What’s a Nice Girl Like Your Doing in a Place Like This? (1963) (10 min) – Algernon (Zeph Michaelis), also known as Harry, fancies himself a writer. He is obsessed by a picture of a man in a boat on a lake and brings it back to his apartment. Scorsese is obsessed by the French New Wave here. He uses techniques that play with the medium to tell this story, like many a young filmmaker of the era who was inspired by the movement and its aesthetics.
The video has been given a 1080p/MPEG-4 AVC encoded transfer presenting all the films in their original aspect ratio of 1.33:1. The liner notes state, “The new digital transfers of Italianamerican and American Boy were created in 4K resolution on a Lasergraphics Director film scanner from the 16 mm negative A/B rolls. The Big Shave, It’s Not Just You, Murray!, and What’s a Nice Girl Like Your Doing in a Place Like This? were created in 4K resolution from the original 16 mm reversal A/B rolls.
On the three color films, colors appear in solid hues. The red blood against the white porcelain from The Big Shave really pops. The blacks in the b/w films are inky. All five films offer a slightly sharp focus and good texture details. The quintet also feature a lot of film grain due to the sources. All the films have clean images except for the archival material, as in Italianamerican.

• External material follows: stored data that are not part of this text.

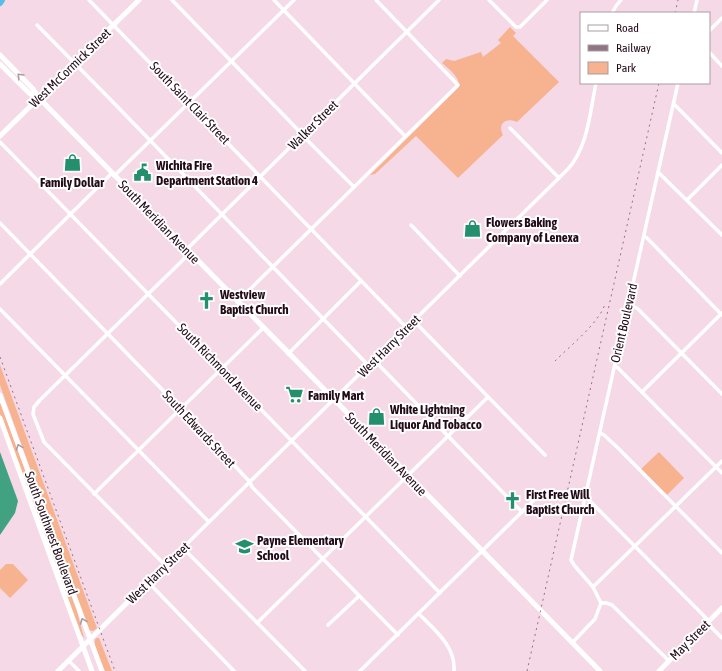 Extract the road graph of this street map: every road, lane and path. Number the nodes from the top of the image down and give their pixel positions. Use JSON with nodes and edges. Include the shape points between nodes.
{"nodes":[{"id":1,"x":2,"y":0,"type":"edge"},
{"id":2,"x":89,"y":0,"type":"edge"},
{"id":3,"x":139,"y":0,"type":"edge"},
{"id":4,"x":172,"y":0,"type":"edge"},
{"id":5,"x":274,"y":0,"type":"edge"},
{"id":6,"x":294,"y":0,"type":"edge"},
{"id":7,"x":376,"y":0,"type":"edge"},
{"id":8,"x":439,"y":0,"type":"edge"},
{"id":9,"x":489,"y":0,"type":"edge"},
{"id":10,"x":547,"y":0,"type":"edge"},
{"id":11,"x":621,"y":0,"type":"edge"},
{"id":12,"x":697,"y":0,"type":"edge"},
{"id":13,"x":0,"y":3,"type":"edge"},
{"id":14,"x":284,"y":10,"type":"junction"},
{"id":15,"x":613,"y":12,"type":"edge"},
{"id":16,"x":694,"y":12,"type":"edge"},
{"id":17,"x":722,"y":18,"type":"edge"},
{"id":18,"x":36,"y":25,"type":"dead end"},
{"id":19,"x":114,"y":25,"type":"junction"},
{"id":20,"x":710,"y":30,"type":"edge"},
{"id":21,"x":407,"y":32,"type":"junction"},
{"id":22,"x":710,"y":53,"type":"edge"},
{"id":23,"x":0,"y":55,"type":"edge"},
{"id":24,"x":231,"y":61,"type":"junction"},
{"id":25,"x":74,"y":63,"type":"junction"},
{"id":26,"x":0,"y":64,"type":"edge"},
{"id":27,"x":722,"y":66,"type":"edge"},
{"id":28,"x":355,"y":83,"type":"junction"},
{"id":29,"x":596,"y":84,"type":"edge"},
{"id":30,"x":678,"y":84,"type":"edge"},
{"id":31,"x":39,"y":98,"type":"junction"},
{"id":32,"x":189,"y":102,"type":"junction"},
{"id":33,"x":674,"y":104,"type":"junction"},
{"id":34,"x":510,"y":128,"type":"dead end"},
{"id":35,"x":302,"y":135,"type":"junction"},
{"id":36,"x":0,"y":136,"type":"edge"},
{"id":37,"x":405,"y":136,"type":"junction"},
{"id":38,"x":150,"y":140,"type":"junction"},
{"id":39,"x":0,"y":142,"type":"edge"},
{"id":40,"x":722,"y":153,"type":"edge"},
{"id":41,"x":722,"y":165,"type":"edge"},
{"id":42,"x":658,"y":172,"type":"junction"},
{"id":43,"x":113,"y":174,"type":"junction"},
{"id":44,"x":260,"y":177,"type":"junction"},
{"id":45,"x":559,"y":178,"type":"junction"},
{"id":46,"x":354,"y":187,"type":"junction"},
{"id":47,"x":687,"y":200,"type":"junction"},
{"id":48,"x":71,"y":214,"type":"junction"},
{"id":49,"x":222,"y":214,"type":"junction"},
{"id":50,"x":0,"y":223,"type":"edge"},
{"id":51,"x":411,"y":225,"type":"dead end"},
{"id":52,"x":311,"y":229,"type":"junction"},
{"id":53,"x":722,"y":235,"type":"edge"},
{"id":54,"x":644,"y":236,"type":"junction"},
{"id":55,"x":188,"y":251,"type":"junction"},
{"id":56,"x":30,"y":254,"type":"junction"},
{"id":57,"x":273,"y":267,"type":"junction"},
{"id":58,"x":460,"y":276,"type":"junction"},
{"id":59,"x":362,"y":281,"type":"junction"},
{"id":60,"x":0,"y":284,"type":"edge"},
{"id":61,"x":148,"y":293,"type":"junction"},
{"id":62,"x":237,"y":302,"type":"junction"},
{"id":63,"x":628,"y":303,"type":"junction"},
{"id":64,"x":0,"y":309,"type":"edge"},
{"id":65,"x":722,"y":314,"type":"edge"},
{"id":66,"x":323,"y":320,"type":"junction"},
{"id":67,"x":414,"y":321,"type":"junction"},
{"id":68,"x":264,"y":328,"type":"junction"},
{"id":69,"x":407,"y":328,"type":"junction"},
{"id":70,"x":107,"y":333,"type":"junction"},
{"id":71,"x":682,"y":353,"type":"junction"},
{"id":72,"x":288,"y":354,"type":"junction"},
{"id":73,"x":374,"y":360,"type":"junction"},
{"id":74,"x":369,"y":366,"type":"junction"},
{"id":75,"x":614,"y":366,"type":"junction"},
{"id":76,"x":222,"y":369,"type":"junction"},
{"id":77,"x":65,"y":375,"type":"junction"},
{"id":78,"x":642,"y":392,"type":"junction"},
{"id":79,"x":722,"y":394,"type":"edge"},
{"id":80,"x":0,"y":395,"type":"edge"},
{"id":81,"x":488,"y":397,"type":"junction"},
{"id":82,"x":334,"y":401,"type":"junction"},
{"id":83,"x":181,"y":408,"type":"junction"},
{"id":84,"x":0,"y":418,"type":"edge"},
{"id":85,"x":600,"y":433,"type":"junction"},
{"id":86,"x":448,"y":437,"type":"junction"},
{"id":87,"x":292,"y":442,"type":"junction"},
{"id":88,"x":138,"y":450,"type":"junction"},
{"id":89,"x":545,"y":455,"type":"dead end"},
{"id":90,"x":722,"y":461,"type":"edge"},
{"id":91,"x":716,"y":467,"type":"junction"},
{"id":92,"x":722,"y":473,"type":"edge"},
{"id":93,"x":408,"y":476,"type":"junction"},
{"id":94,"x":250,"y":482,"type":"junction"},
{"id":95,"x":542,"y":492,"type":"dead end"},
{"id":96,"x":94,"y":494,"type":"junction"},
{"id":97,"x":585,"y":496,"type":"junction"},
{"id":98,"x":676,"y":507,"type":"junction"},
{"id":99,"x":522,"y":512,"type":"junction"},
{"id":100,"x":365,"y":518,"type":"junction"},
{"id":101,"x":209,"y":522,"type":"junction"},
{"id":102,"x":635,"y":546,"type":"junction"},
{"id":103,"x":184,"y":548,"type":"junction"},
{"id":104,"x":482,"y":551,"type":"junction"},
{"id":105,"x":722,"y":554,"type":"edge"},
{"id":106,"x":323,"y":560,"type":"junction"},
{"id":107,"x":165,"y":565,"type":"junction"},
{"id":108,"x":148,"y":582,"type":"junction"},
{"id":109,"x":593,"y":587,"type":"junction"},
{"id":110,"x":440,"y":593,"type":"junction"},
{"id":111,"x":358,"y":596,"type":"junction"},
{"id":112,"x":600,"y":603,"type":"junction"},
{"id":113,"x":722,"y":608,"type":"edge"},
{"id":114,"x":419,"y":614,"type":"junction"},
{"id":115,"x":708,"y":622,"type":"junction"},
{"id":116,"x":257,"y":623,"type":"junction"},
{"id":117,"x":328,"y":625,"type":"dead end"},
{"id":118,"x":398,"y":635,"type":"junction"},
{"id":119,"x":722,"y":638,"type":"edge"},
{"id":120,"x":90,"y":640,"type":"junction"},
{"id":121,"x":572,"y":643,"type":"junction"},
{"id":122,"x":83,"y":647,"type":"junction"},
{"id":123,"x":69,"y":661,"type":"junction"},
{"id":124,"x":669,"y":661,"type":"junction"},
{"id":125,"x":58,"y":671,"type":"edge"},
{"id":126,"x":79,"y":671,"type":"edge"},
{"id":127,"x":92,"y":671,"type":"edge"},
{"id":128,"x":102,"y":671,"type":"edge"},
{"id":129,"x":234,"y":671,"type":"edge"},
{"id":130,"x":305,"y":671,"type":"edge"},
{"id":131,"x":360,"y":671,"type":"edge"},
{"id":132,"x":454,"y":671,"type":"edge"},
{"id":133,"x":600,"y":671,"type":"edge"},
{"id":134,"x":659,"y":671,"type":"edge"}],
"edges":[{"from":1,"to":13,"type":"highway"},
{"from":2,"to":19,"type":"street","name":"South Saint Clair Street"},
{"from":3,"to":19,"type":"main road","name":"West McCormick Street"},
{"from":4,"to":24,"type":"street"},
{"from":5,"to":14,"type":"street"},
{"from":6,"to":14,"type":"street"},
{"from":7,"to":21,"type":"street"},
{"from":8,"to":21,"type":"street","name":"Walker Street"},
{"from":9,"to":10,"type":"street","via":[[516,27],[520,27]]},
{"from":11,"to":15,"type":"street"},
{"from":12,"to":16,"type":"street"},
{"from":14,"to":24,"type":"street"},
{"from":14,"to":28,"type":"street"},
{"from":17,"to":20,"type":"street"},
{"from":18,"to":25,"type":"street"},
{"from":19,"to":25,"type":"main road","name":"West McCormick Street"},
{"from":19,"to":32,"type":"street","name":"South Saint Clair Street"},
{"from":21,"to":28,"type":"street","name":"Walker Street"},
{"from":21,"to":37,"type":"street","via":[[458,85]]},
{"from":22,"to":27,"type":"street"},
{"from":31,"to":23,"type":"main road","name":"South Meridian Avenue","one_way":true},
{"from":24,"to":32,"type":"street"},
{"from":24,"to":35,"type":"street"},
{"from":25,"to":31,"type":"main road","name":"West McCormick Street"},
{"from":25,"to":38,"type":"street"},
{"from":26,"to":31,"type":"main road","name":"South Meridian Avenue","via":[[29,93]]},
{"from":28,"to":35,"type":"street","name":"Walker Street"},
{"from":28,"to":37,"type":"street"},
{"from":29,"to":45,"type":"street","name":"West Harry Street","via":[[581,148]]},
{"from":30,"to":33,"type":"street","name":"Orient Boulevard"},
{"from":31,"to":36,"type":"main road","name":"West McCormick Street"},
{"from":31,"to":43,"type":"main road","name":"South Meridian Avenue"},
{"from":32,"to":38,"type":"street"},
{"from":32,"to":44,"type":"street","name":"South Saint Clair Street"},
{"from":33,"to":40,"type":"street"},
{"from":33,"to":42,"type":"street","name":"Orient Boulevard"},
{"from":34,"to":45,"type":"street"},
{"from":35,"to":44,"type":"street","name":"Walker Street"},
{"from":35,"to":46,"type":"street"},
{"from":37,"to":46,"type":"street"},
{"from":38,"to":43,"type":"street"},
{"from":38,"to":49,"type":"street"},
{"from":39,"to":48,"type":"street","name":"South Richmond Avenue"},
{"from":41,"to":47,"type":"street"},
{"from":42,"to":47,"type":"street"},
{"from":42,"to":54,"type":"street","name":"Orient Boulevard"},
{"from":43,"to":48,"type":"street"},
{"from":43,"to":55,"type":"main road","name":"South Meridian Avenue"},
{"from":44,"to":49,"type":"street","name":"Walker Street"},
{"from":44,"to":52,"type":"street","name":"South Saint Clair Street"},
{"from":45,"to":58,"type":"street","name":"West Harry Street"},
{"from":46,"to":52,"type":"street"},
{"from":47,"to":53,"type":"street"},
{"from":48,"to":56,"type":"street"},
{"from":48,"to":61,"type":"street","name":"South Richmond Avenue"},
{"from":49,"to":55,"type":"street","name":"Walker Street"},
{"from":49,"to":57,"type":"street"},
{"from":50,"to":56,"type":"street","name":"South Edwards Street"},
{"from":51,"to":58,"type":"street"},
{"from":52,"to":57,"type":"street"},
{"from":52,"to":59,"type":"street","name":"South Saint Clair Street"},
{"from":54,"to":63,"type":"street","name":"Orient Boulevard"},
{"from":54,"to":65,"type":"street"},
{"from":55,"to":61,"type":"street","name":"Walker Street"},
{"from":55,"to":62,"type":"main road","name":"South Meridian Avenue"},
{"from":56,"to":60,"type":"street"},
{"from":56,"to":70,"type":"street","name":"South Edwards Street"},
{"from":57,"to":62,"type":"street"},
{"from":57,"to":66,"type":"street"},
{"from":58,"to":67,"type":"street","name":"West Harry Street"},
{"from":59,"to":66,"type":"street"},
{"from":59,"to":69,"type":"street","name":"South Saint Clair Street"},
{"from":61,"to":70,"type":"street","name":"Walker Street"},
{"from":61,"to":76,"type":"street","name":"South Richmond Avenue"},
{"from":62,"to":68,"type":"main road","name":"South Meridian Avenue"},
{"from":63,"to":71,"type":"street","via":[[638,309]]},
{"from":63,"to":75,"type":"street","name":"Orient Boulevard"},
{"from":64,"to":77,"type":"street"},
{"from":65,"to":71,"type":"street"},
{"from":66,"to":72,"type":"street"},
{"from":66,"to":74,"type":"street"},
{"from":67,"to":69,"type":"street","name":"West Harry Street"},
{"from":67,"to":81,"type":"street"},
{"from":68,"to":72,"type":"main road","name":"South Meridian Avenue"},
{"from":68,"to":76,"type":"street"},
{"from":69,"to":73,"type":"street","name":"West Harry Street"},
{"from":70,"to":77,"type":"street","name":"Walker Street"},
{"from":70,"to":83,"type":"street","name":"South Edwards Street"},
{"from":71,"to":78,"type":"street"},
{"from":71,"to":79,"type":"street"},
{"from":72,"to":82,"type":"main road","name":"South Meridian Avenue"},
{"from":73,"to":74,"type":"street","name":"West Harry Street"},
{"from":73,"to":86,"type":"street"},
{"from":74,"to":82,"type":"street","name":"West Harry Street"},
{"from":75,"to":78,"type":"street"},
{"from":75,"to":85,"type":"street","name":"Orient Boulevard"},
{"from":76,"to":83,"type":"street"},
{"from":76,"to":87,"type":"street","name":"South Richmond Avenue"},
{"from":77,"to":88,"type":"street"},
{"from":77,"to":96,"type":"street","name":"Walker Street","via":[[34,406],[33,414],[44,442]]},
{"from":78,"to":91,"type":"street"},
{"from":120,"to":80,"type":"main road","name":"South Southwest Boulevard","one_way":true},
{"from":81,"to":86,"type":"street"},
{"from":81,"to":89,"type":"street"},
{"from":82,"to":87,"type":"street","name":"West Harry Street"},
{"from":82,"to":93,"type":"main road","name":"South Meridian Avenue"},
{"from":83,"to":88,"type":"street"},
{"from":83,"to":94,"type":"street","name":"South Edwards Street"},
{"from":84,"to":122,"type":"main road","name":"South Southwest Boulevard"},
{"from":85,"to":97,"type":"street","name":"Orient Boulevard"},
{"from":85,"to":98,"type":"street"},
{"from":86,"to":93,"type":"street"},
{"from":86,"to":99,"type":"street"},
{"from":87,"to":94,"type":"street","name":"West Harry Street"},
{"from":87,"to":100,"type":"street","name":"South Richmond Avenue"},
{"from":88,"to":96,"type":"street"},
{"from":88,"to":101,"type":"street"},
{"from":90,"to":91,"type":"street"},
{"from":91,"to":92,"type":"street"},
{"from":91,"to":98,"type":"street"},
{"from":93,"to":100,"type":"street"},
{"from":93,"to":104,"type":"main road","name":"South Meridian Avenue"},
{"from":94,"to":101,"type":"street","name":"West Harry Street"},
{"from":94,"to":106,"type":"street","name":"South Edwards Street"},
{"from":95,"to":99,"type":"street"},
{"from":96,"to":107,"type":"street"},
{"from":97,"to":102,"type":"street"},
{"from":97,"to":109,"type":"street","name":"Orient Boulevard","via":[[571,560]]},
{"from":98,"to":102,"type":"street"},
{"from":98,"to":105,"type":"street"},
{"from":99,"to":104,"type":"street"},
{"from":100,"to":106,"type":"street"},
{"from":100,"to":110,"type":"street","name":"South Richmond Avenue"},
{"from":101,"to":103,"type":"street","name":"West Harry Street"},
{"from":102,"to":109,"type":"street"},
{"from":102,"to":115,"type":"street"},
{"from":103,"to":107,"type":"street","name":"West Harry Street"},
{"from":103,"to":116,"type":"street"},
{"from":104,"to":110,"type":"street"},
{"from":104,"to":121,"type":"main road","name":"South Meridian Avenue"},
{"from":106,"to":111,"type":"street","name":"South Edwards Street"},
{"from":106,"to":116,"type":"street"},
{"from":107,"to":108,"type":"street","name":"West Harry Street"},
{"from":108,"to":120,"type":"main road","name":"West Harry Street"},
{"from":108,"to":129,"type":"street"},
{"from":109,"to":112,"type":"street"},
{"from":110,"to":114,"type":"street"},
{"from":111,"to":117,"type":"street"},
{"from":111,"to":118,"type":"street","name":"South Edwards Street"},
{"from":112,"to":121,"type":"street","via":[[595,619]]},
{"from":112,"to":124,"type":"street","via":[[612,605]]},
{"from":113,"to":115,"type":"main road","name":"May Street"},
{"from":114,"to":118,"type":"street"},
{"from":114,"to":132,"type":"street","via":[[449,648]]},
{"from":115,"to":119,"type":"street"},
{"from":115,"to":124,"type":"main road","name":"May Street"},
{"from":116,"to":130,"type":"street"},
{"from":118,"to":131,"type":"street"},
{"from":120,"to":122,"type":"main road","name":"West Harry Street"},
{"from":120,"to":128,"type":"main road","name":"South Southwest Boulevard"},
{"from":121,"to":133,"type":"main road","name":"South Meridian Avenue"},
{"from":122,"to":123,"type":"main road","name":"West Harry Street"},
{"from":122,"to":127,"type":"main road","name":"South Southwest Boulevard"},
{"from":123,"to":125,"type":"main road","name":"West Harry Street"},
{"from":123,"to":126,"type":"street"},
{"from":124,"to":134,"type":"main road","name":"May Street"}]}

Regarding the LPCM Mono,“The original monaural soundtracks for Italianamerican and American Boy were remastered from 35 mm magnetic tracks. The original monaural soundtrack for The Big Shave was remastered from 16 mm magnetic tracks. The original monaural soundtracks for It’s Not Just You, Murray! and What’s a Nice Girl Like You Doing in a Place Like This? were remastered from 16 mm optical soundtrack positives. Clicks, thumps, hiss, hum, and crackle were manually removed using Pro Tools HD and iZotope RX. The dialogue on the four films is clear. The audio for the two documentaries sounds clean. There is noticeable hiss on the three shorts an additional slight and inevitable crackle on Berigan’s “I Can’t Get Started”.
The Director-Approved Special Features include:
- Martin Scorsese and Farran Smith Nehme (44 min) – Recorded in 2020, Scorsese talks about his life and his influences.

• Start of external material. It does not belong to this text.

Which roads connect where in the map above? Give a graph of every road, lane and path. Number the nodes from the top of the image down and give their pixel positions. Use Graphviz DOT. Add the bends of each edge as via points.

- The Safdie Brothers and Ari Aster (25 min) – Recorded in 2020, the trio of filmmakers, and Scorsese fans, sing his praises as they discuss the five shorts.
- Scorsese on WNYC, 1970 (audio, 22 min) – From the public-radio station’s series Artists in the City, host Doris Freedman interviews Scorsese in conjunction with his curation of New York City’s first Movies in the Park series.
Scorsese Shorts is a must-own for fans of the director as it allows access to what were rarely seen early works. Also, there’s enough intriguing material for non-fans to see an artist finding his footing. Criterion delivers as pleasing a high-def presentation as one could expect considering the 16 mm sources and the special features are enjoyable conversations.